Institute of Biomedical Informatics, National Yang-Ming University, Taipei, Taiwan.
BMC Bioinformatics. 2010 Jan 18;11 Suppl 1(Suppl 1):S21. doi: 10.1186/1471-2105-11-S1-S21.
Recombinant protein production is a useful biotechnology to produce a large quantity of highly soluble proteins. Currently, the most widely used production system is to fuse a target protein into different vectors in Escherichia coli (E. coli). However, the production efficacy of different vectors varies for different target proteins. Trial-and-error is still the common practice to find out the efficacy of a vector for a given target protein. Previous studies are limited in that they assumed that proteins would be over-expressed and focused only on the solubility of expressed proteins. In fact, many pairings of vectors and proteins result in no expression.
In this study, we applied machine learning to train prediction models to predict whether a pairing of vector-protein will express or not express in E. coli. For expressed cases, the models further predict whether the expressed proteins would be soluble. We collected a set of real cases from the clients of our recombinant protein production core facility, where six different vectors were designed and studied. This set of cases is used in both training and evaluation of our models. We evaluate three different models based on the support vector machines (SVM) and their ensembles. Unlike many previous works, these models consider the sequence of the target protein as well as the sequence of the whole fusion vector as the features. We show that a model that classifies a case into one of the three classes (no expression, inclusion body and soluble) outperforms a model that considers the nested structure of the three classes, while a model that can take advantage of the hierarchical structure of the three classes performs slight worse but comparably to the best model. Meanwhile, compared to previous works, we show that the prediction accuracy of our best method still performs the best. Lastly, we briefly present two methods to use the trained model in the design of the recombinant protein production systems to improve the chance of high soluble protein production.
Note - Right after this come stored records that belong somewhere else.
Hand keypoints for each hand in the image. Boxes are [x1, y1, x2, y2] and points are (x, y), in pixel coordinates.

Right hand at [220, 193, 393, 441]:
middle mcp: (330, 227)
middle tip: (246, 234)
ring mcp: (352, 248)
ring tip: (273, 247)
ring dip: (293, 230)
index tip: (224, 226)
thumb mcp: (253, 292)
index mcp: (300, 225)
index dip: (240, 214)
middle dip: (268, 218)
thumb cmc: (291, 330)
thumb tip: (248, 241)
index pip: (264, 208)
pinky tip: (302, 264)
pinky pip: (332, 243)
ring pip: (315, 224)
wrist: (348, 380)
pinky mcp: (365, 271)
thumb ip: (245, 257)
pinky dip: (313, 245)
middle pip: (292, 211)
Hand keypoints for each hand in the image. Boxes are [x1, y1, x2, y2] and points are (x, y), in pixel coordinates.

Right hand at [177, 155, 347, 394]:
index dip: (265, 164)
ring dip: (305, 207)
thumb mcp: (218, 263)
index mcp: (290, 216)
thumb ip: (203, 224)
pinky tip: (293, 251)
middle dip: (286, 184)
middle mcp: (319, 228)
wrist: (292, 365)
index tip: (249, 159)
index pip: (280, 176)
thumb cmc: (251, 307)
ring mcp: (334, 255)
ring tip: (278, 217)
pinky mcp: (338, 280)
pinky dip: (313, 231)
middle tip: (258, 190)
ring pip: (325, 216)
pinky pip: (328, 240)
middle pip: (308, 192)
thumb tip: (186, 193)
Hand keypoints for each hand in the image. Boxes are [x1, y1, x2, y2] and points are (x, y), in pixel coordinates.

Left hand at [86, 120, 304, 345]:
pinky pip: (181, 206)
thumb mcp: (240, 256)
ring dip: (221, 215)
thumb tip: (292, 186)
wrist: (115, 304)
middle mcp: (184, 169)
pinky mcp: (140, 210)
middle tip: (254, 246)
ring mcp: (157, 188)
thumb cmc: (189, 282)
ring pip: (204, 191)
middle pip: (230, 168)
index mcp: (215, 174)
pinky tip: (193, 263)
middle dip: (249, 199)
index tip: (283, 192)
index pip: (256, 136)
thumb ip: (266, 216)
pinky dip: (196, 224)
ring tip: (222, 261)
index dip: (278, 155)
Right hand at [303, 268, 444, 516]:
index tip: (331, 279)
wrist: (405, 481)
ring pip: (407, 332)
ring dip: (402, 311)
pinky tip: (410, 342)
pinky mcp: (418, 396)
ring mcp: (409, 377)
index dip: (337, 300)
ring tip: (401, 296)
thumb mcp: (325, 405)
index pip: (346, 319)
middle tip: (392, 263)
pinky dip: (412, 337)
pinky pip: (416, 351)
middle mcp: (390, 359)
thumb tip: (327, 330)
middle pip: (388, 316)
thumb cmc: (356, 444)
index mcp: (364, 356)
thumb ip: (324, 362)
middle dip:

In this paper, we show that a machine learning approach to the prediction of the efficacy of a vector for a target protein in a recombinant protein production system is promising and may compliment traditional knowledge-driven study of the efficacy. We will release our program to share with other labs in the public domain when this paper is published.
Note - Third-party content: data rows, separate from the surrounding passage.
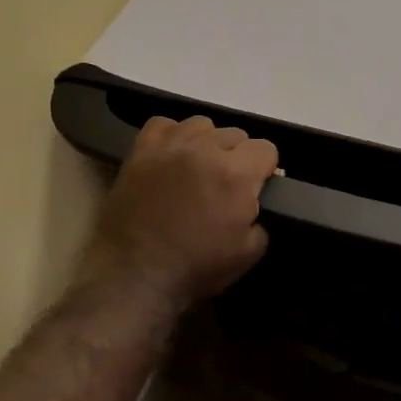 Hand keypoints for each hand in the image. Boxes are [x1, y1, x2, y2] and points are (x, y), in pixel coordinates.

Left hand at [82, 116, 279, 306]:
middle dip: (238, 157)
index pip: (266, 148)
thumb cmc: (195, 268)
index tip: (257, 188)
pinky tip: (172, 157)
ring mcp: (170, 146)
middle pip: (236, 134)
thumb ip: (262, 219)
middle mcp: (206, 149)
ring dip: (207, 143)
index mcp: (236, 174)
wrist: (134, 276)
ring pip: (202, 125)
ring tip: (198, 168)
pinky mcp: (140, 151)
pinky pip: (164, 125)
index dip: (265, 170)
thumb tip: (255, 203)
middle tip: (225, 185)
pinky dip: (172, 136)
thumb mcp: (249, 253) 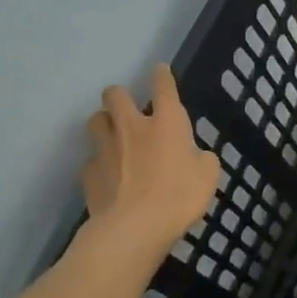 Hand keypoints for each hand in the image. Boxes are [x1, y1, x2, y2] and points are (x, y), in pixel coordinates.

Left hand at [81, 65, 220, 252]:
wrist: (134, 227)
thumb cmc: (179, 196)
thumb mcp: (208, 175)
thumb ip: (201, 158)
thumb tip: (193, 155)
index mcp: (166, 123)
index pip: (163, 87)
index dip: (161, 76)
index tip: (159, 70)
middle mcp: (131, 127)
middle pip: (115, 94)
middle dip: (120, 96)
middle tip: (129, 108)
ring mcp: (105, 148)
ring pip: (95, 120)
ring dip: (105, 123)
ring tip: (114, 136)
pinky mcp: (89, 173)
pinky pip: (92, 159)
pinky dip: (100, 163)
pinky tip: (109, 176) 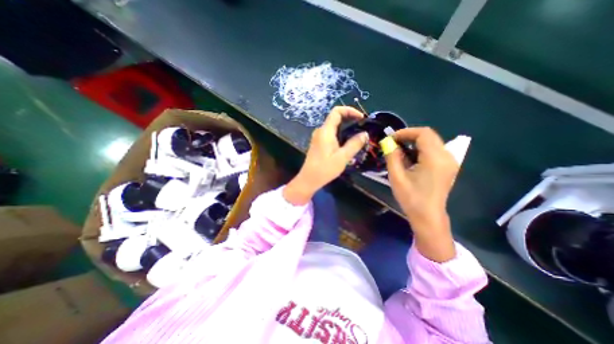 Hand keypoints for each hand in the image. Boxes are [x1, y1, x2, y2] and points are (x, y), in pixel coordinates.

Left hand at [283, 106, 365, 204]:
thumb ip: (354, 144)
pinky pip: (331, 133)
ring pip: (333, 126)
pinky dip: (340, 134)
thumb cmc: (325, 169)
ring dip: (346, 127)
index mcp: (325, 131)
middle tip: (362, 127)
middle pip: (336, 118)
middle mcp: (321, 131)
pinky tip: (347, 143)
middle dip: (350, 119)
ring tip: (358, 135)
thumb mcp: (342, 157)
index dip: (350, 110)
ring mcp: (318, 137)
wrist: (309, 179)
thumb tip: (365, 134)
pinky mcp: (318, 143)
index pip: (337, 111)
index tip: (361, 118)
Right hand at [385, 128, 456, 261]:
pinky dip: (421, 149)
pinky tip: (411, 158)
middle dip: (409, 136)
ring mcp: (450, 161)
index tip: (391, 138)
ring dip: (414, 142)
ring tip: (400, 151)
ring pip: (432, 142)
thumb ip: (392, 156)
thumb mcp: (397, 177)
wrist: (428, 216)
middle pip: (429, 135)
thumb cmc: (411, 198)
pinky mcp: (448, 166)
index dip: (405, 132)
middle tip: (393, 143)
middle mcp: (447, 156)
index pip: (423, 133)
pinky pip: (434, 150)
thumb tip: (388, 142)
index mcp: (435, 159) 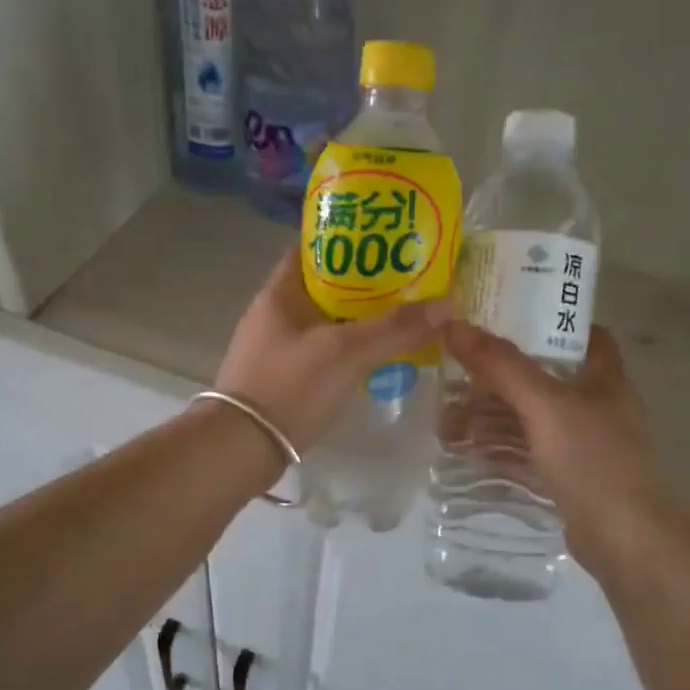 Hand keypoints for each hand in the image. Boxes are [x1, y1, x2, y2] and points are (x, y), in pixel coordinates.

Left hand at [216, 254, 449, 450]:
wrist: (241, 449)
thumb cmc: (289, 387)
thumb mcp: (346, 352)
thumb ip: (396, 328)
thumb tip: (448, 302)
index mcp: (280, 293)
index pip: (313, 249)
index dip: (349, 240)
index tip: (387, 243)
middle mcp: (273, 314)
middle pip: (324, 287)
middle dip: (364, 285)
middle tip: (408, 283)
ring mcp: (275, 348)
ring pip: (324, 322)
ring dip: (357, 320)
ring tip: (401, 318)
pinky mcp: (280, 378)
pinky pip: (320, 352)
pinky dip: (346, 350)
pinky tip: (373, 359)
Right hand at [443, 323, 672, 573]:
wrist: (627, 541)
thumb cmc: (593, 460)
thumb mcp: (545, 405)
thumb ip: (501, 366)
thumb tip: (454, 325)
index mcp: (603, 377)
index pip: (581, 334)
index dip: (544, 322)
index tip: (500, 318)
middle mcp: (595, 406)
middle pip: (541, 378)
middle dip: (496, 378)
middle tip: (453, 376)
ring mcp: (582, 445)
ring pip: (529, 419)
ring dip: (490, 417)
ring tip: (445, 421)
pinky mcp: (567, 478)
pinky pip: (526, 453)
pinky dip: (497, 449)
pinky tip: (465, 451) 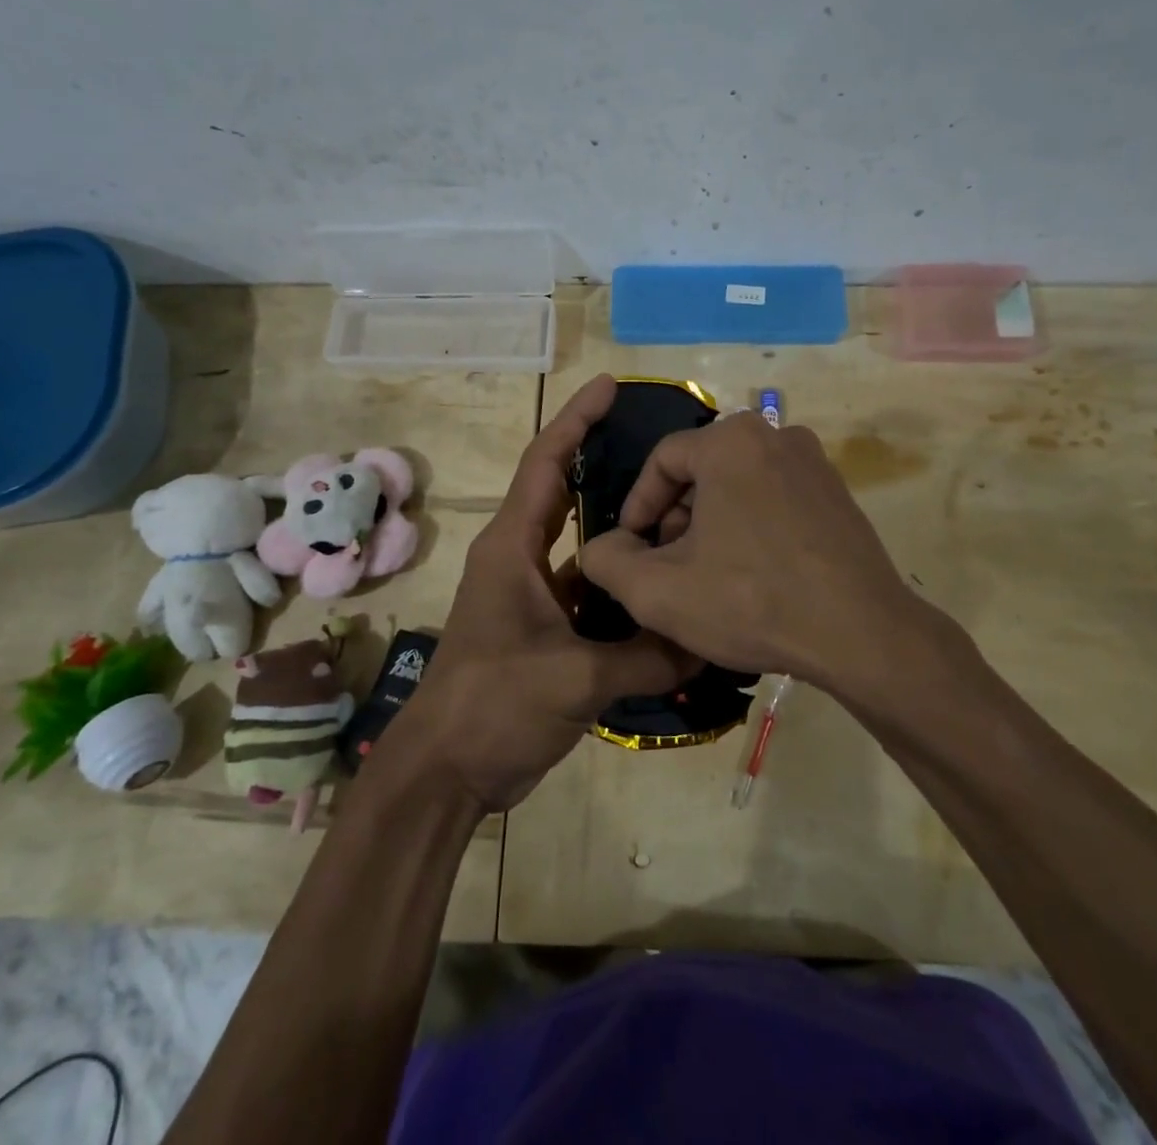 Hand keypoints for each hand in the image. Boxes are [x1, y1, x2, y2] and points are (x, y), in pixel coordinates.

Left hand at [392, 376, 692, 812]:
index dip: (577, 418)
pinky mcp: (547, 631)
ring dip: (623, 535)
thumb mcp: (575, 679)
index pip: (547, 462)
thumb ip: (646, 656)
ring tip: (681, 515)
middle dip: (607, 463)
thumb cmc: (493, 705)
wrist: (446, 771)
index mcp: (513, 547)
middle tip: (663, 448)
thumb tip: (710, 642)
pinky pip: (593, 595)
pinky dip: (624, 591)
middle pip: (567, 494)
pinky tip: (666, 591)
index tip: (611, 385)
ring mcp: (534, 596)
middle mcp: (522, 559)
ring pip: (587, 549)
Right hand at [579, 411, 932, 693]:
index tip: (632, 547)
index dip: (637, 505)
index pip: (662, 459)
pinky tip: (752, 575)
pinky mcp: (838, 494)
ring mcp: (815, 463)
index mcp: (730, 441)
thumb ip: (607, 561)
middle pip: (702, 470)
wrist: (862, 634)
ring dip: (712, 523)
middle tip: (668, 564)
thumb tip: (602, 546)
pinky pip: (775, 498)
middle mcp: (775, 435)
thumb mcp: (657, 590)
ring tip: (707, 575)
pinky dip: (751, 526)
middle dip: (676, 516)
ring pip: (738, 484)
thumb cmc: (751, 600)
重组蛋白生产是一种生产大量高可溶性蛋白的有用生物技术。目前,最广泛使用的生产系统是将靶蛋白融合到大肠杆菌(E. coli)的不同载体中。然而,不同载体对不同靶蛋白的生产效率不同。寻找给定靶蛋白的载体的效果仍然是一种反复试验的做法。以前的研究仅限于假设蛋白质会过表达,并只关注表达蛋白的溶解度。事实上,许多载体-蛋白的配对结果是无表达。
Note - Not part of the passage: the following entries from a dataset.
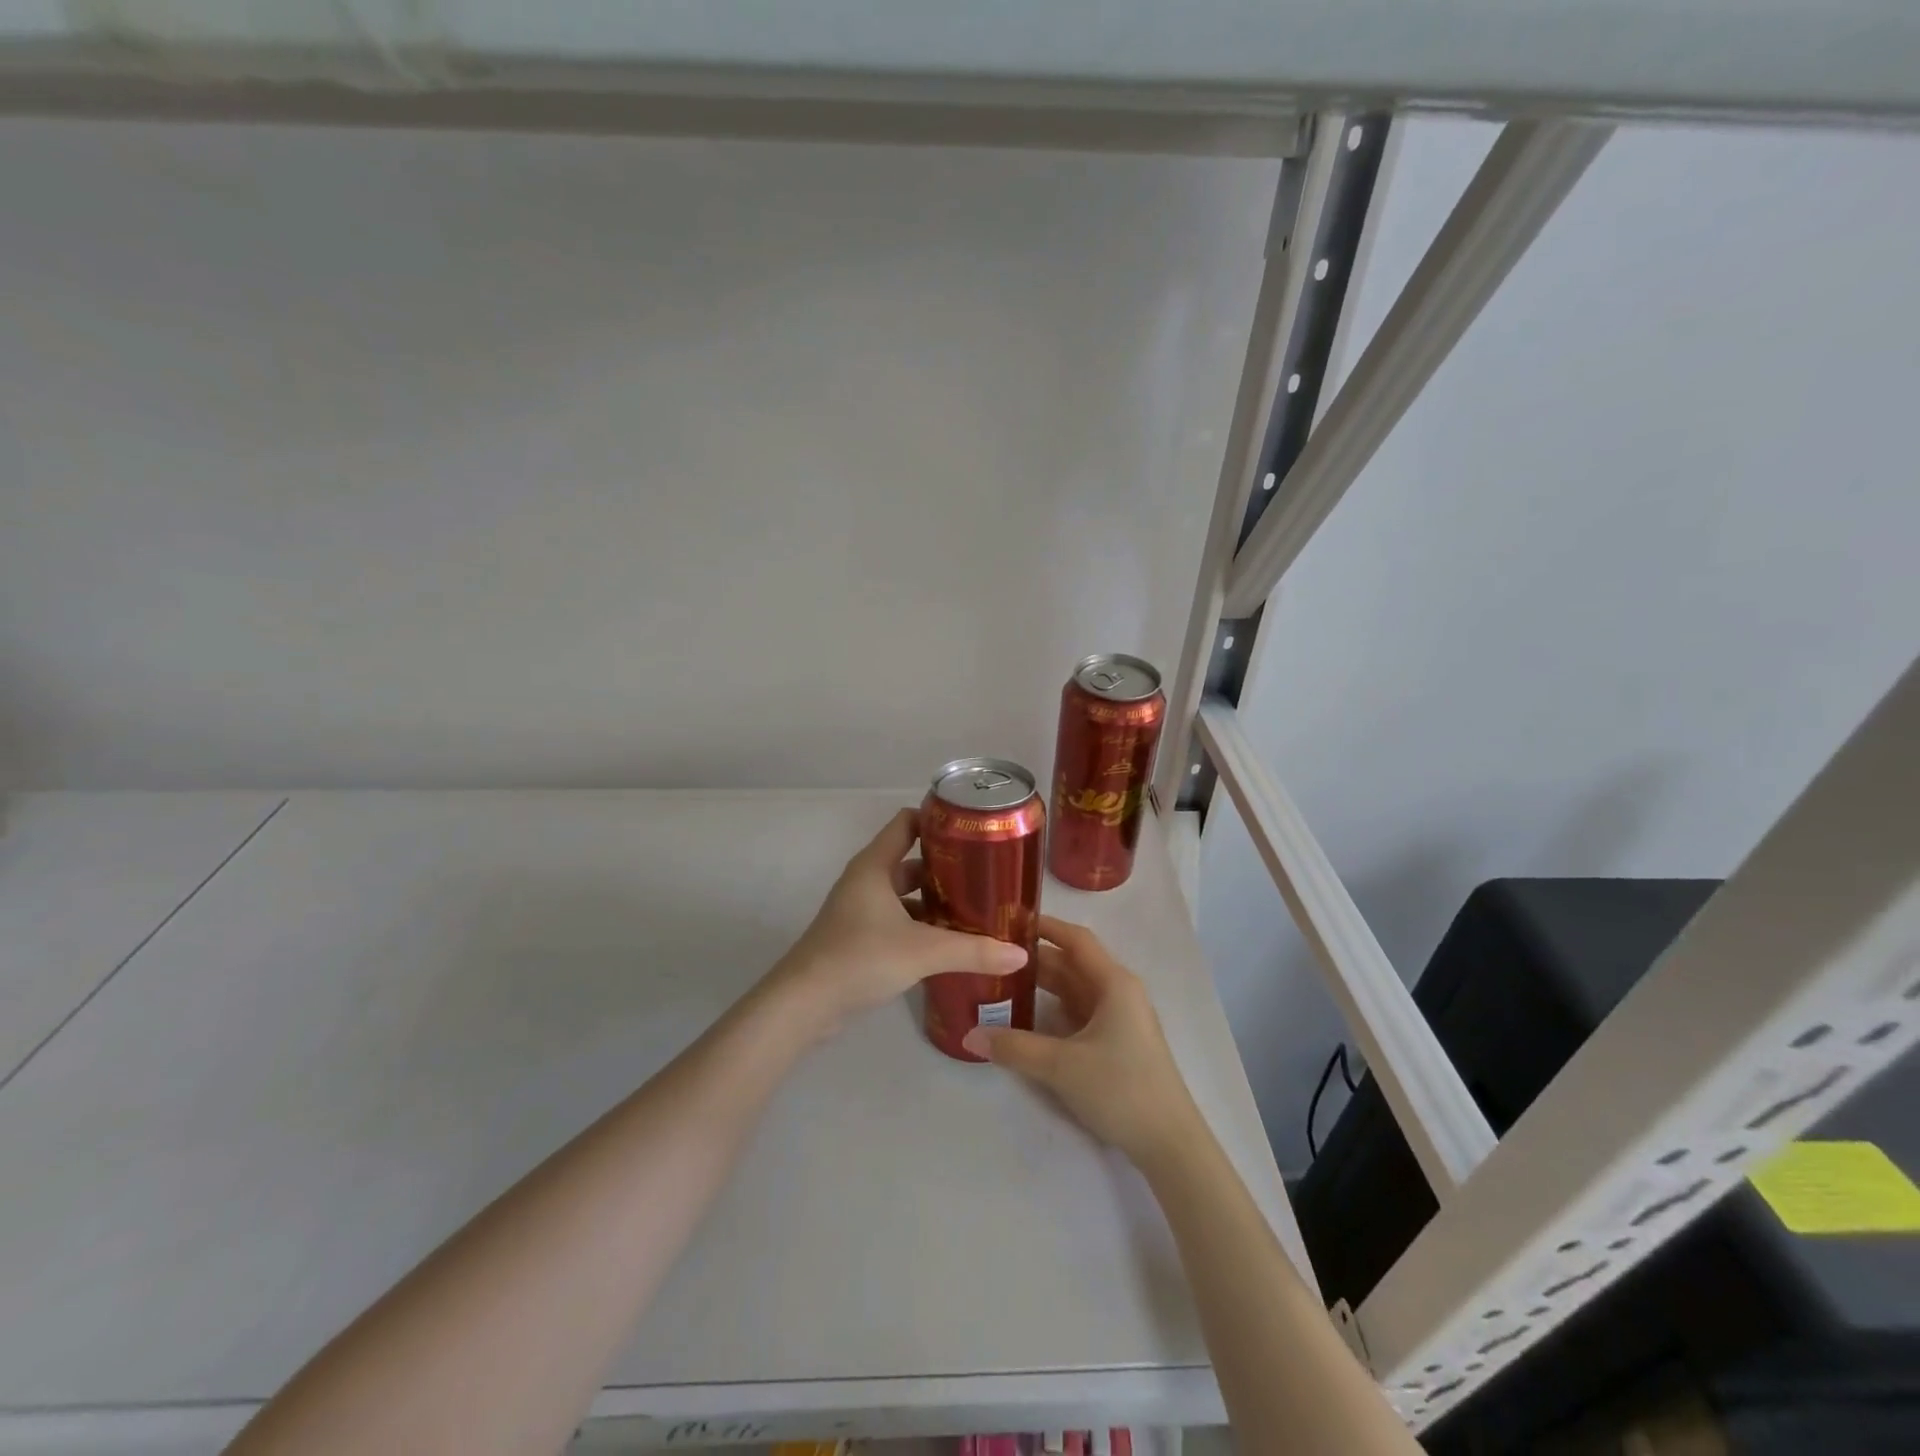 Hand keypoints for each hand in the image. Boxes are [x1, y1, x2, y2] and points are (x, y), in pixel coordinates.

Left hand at [767, 808, 1029, 1037]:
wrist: (804, 1004)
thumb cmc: (860, 958)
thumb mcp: (923, 951)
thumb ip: (973, 950)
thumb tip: (1021, 953)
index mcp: (875, 866)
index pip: (906, 823)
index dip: (937, 819)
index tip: (972, 828)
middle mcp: (865, 881)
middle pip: (909, 859)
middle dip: (945, 866)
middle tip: (984, 875)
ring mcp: (859, 910)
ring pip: (903, 894)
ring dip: (933, 899)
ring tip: (974, 909)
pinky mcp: (857, 938)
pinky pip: (896, 920)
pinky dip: (920, 925)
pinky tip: (947, 942)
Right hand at [963, 916, 1202, 1166]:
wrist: (1170, 1144)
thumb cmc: (1121, 1089)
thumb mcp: (1062, 1066)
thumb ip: (1014, 1048)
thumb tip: (968, 1036)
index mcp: (1114, 983)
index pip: (1075, 940)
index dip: (1044, 927)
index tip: (1008, 919)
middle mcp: (1119, 992)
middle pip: (1072, 965)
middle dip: (1034, 960)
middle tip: (992, 956)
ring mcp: (1119, 1019)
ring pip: (1074, 991)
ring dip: (1042, 986)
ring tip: (1001, 982)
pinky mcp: (1117, 1043)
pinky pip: (1079, 1014)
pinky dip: (1053, 1010)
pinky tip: (1026, 1018)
在这项研究中,我们应用机器学习来训练预测模型,以预测载体-蛋白的配对是否会在大肠杆菌中表达。对于表达的情况,模型进一步预测表达的蛋白是否可溶。我们从我们的重组蛋白生产核心设施的客户那里收集了一组真实案例,其中设计和研究了六种不同的载体。该组案例用于模型的训练和评估。我们基于支持向量机(SVM)及其集成来评估三个不同的模型。与许多以前的工作不同,这些模型将靶蛋白的序列以及整个融合载体的序列作为特征。我们表明,将案例分类为三类之一(无表达、包涵体和可溶)的模型优于考虑三类嵌套结构的模型,而能够利用三类层次结构的模型表现稍差,但与最佳模型相当。同时,与以前的工作相比,我们表明我们的最佳方法的预测准确性仍然表现最好。最后,我们简要介绍了两种在重组蛋白生产系统设计中使用训练模型的方法,以提高生产高可溶性蛋白的机会。
在本文中,我们表明,机器学习方法预测重组蛋白生产系统中靶蛋白的载体效果是有前途的,并且可以补充传统的基于知识的载体效果研究。本文发表后,我们将在公共领域发布我们的程序,与其他实验室共享。